PROBLEM TO WORK ON: For the entries below, report the number of lines where the string "import" appears, and only that number.

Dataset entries

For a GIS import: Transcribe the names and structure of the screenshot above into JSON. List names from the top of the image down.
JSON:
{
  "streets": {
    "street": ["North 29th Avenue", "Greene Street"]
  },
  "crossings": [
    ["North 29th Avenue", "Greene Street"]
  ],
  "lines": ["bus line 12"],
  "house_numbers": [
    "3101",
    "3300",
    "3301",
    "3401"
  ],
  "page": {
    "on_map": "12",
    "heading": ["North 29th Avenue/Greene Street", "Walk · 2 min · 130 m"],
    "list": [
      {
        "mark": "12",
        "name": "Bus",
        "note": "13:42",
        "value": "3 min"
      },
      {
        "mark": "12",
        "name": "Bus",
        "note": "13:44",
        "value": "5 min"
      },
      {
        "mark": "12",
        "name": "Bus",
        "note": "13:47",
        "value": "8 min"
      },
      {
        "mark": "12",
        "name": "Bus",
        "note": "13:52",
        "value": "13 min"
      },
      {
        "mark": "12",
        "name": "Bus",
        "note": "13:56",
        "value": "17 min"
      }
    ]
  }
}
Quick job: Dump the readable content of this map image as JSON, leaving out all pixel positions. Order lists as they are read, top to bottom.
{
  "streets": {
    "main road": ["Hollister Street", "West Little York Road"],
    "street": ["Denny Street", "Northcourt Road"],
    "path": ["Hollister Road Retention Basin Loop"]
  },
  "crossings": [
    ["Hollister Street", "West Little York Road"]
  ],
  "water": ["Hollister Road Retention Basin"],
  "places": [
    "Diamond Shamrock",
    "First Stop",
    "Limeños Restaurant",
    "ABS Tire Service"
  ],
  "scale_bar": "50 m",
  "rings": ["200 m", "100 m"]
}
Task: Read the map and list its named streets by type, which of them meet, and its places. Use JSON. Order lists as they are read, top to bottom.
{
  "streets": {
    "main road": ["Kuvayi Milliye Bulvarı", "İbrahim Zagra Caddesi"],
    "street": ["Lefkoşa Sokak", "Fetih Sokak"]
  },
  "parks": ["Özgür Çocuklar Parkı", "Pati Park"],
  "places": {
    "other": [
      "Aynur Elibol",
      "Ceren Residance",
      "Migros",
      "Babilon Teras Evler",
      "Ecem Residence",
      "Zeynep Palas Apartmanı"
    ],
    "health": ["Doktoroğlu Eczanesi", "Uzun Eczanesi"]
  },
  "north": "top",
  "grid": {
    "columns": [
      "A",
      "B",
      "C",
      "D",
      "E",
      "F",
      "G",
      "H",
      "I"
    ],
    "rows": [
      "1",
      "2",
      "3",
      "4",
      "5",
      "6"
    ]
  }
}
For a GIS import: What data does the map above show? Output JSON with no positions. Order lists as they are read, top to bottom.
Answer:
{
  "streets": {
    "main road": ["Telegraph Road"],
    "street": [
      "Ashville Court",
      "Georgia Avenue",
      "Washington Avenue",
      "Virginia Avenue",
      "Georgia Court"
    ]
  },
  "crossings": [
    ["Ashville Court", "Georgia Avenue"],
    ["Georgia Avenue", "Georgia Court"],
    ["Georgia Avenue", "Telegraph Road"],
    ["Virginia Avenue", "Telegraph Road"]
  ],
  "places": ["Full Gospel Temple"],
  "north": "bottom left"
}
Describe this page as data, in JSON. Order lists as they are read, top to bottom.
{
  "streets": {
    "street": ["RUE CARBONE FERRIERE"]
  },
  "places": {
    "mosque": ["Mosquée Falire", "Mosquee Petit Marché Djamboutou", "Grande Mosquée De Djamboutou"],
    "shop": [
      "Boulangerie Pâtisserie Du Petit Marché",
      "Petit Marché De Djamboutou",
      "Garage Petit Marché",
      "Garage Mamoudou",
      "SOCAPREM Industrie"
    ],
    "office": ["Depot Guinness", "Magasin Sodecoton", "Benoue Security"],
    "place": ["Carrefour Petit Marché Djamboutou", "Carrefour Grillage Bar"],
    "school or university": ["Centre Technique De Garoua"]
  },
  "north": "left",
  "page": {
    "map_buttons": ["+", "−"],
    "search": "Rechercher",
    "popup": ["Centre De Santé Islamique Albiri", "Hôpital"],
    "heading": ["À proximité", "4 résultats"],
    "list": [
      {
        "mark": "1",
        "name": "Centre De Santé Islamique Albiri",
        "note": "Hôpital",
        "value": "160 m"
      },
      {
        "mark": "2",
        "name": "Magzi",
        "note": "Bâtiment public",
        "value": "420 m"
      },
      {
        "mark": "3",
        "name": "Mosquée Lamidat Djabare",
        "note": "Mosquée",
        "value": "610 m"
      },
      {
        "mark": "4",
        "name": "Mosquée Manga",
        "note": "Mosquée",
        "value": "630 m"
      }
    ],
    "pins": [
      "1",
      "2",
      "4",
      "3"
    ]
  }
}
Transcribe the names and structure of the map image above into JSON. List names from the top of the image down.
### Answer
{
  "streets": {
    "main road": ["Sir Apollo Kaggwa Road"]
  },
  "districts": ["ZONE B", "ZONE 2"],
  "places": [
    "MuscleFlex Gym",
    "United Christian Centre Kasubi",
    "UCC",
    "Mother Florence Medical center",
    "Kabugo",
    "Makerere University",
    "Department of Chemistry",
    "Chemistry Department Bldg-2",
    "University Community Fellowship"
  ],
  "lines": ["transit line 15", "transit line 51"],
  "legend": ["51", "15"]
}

WRITTEN REPLY: 2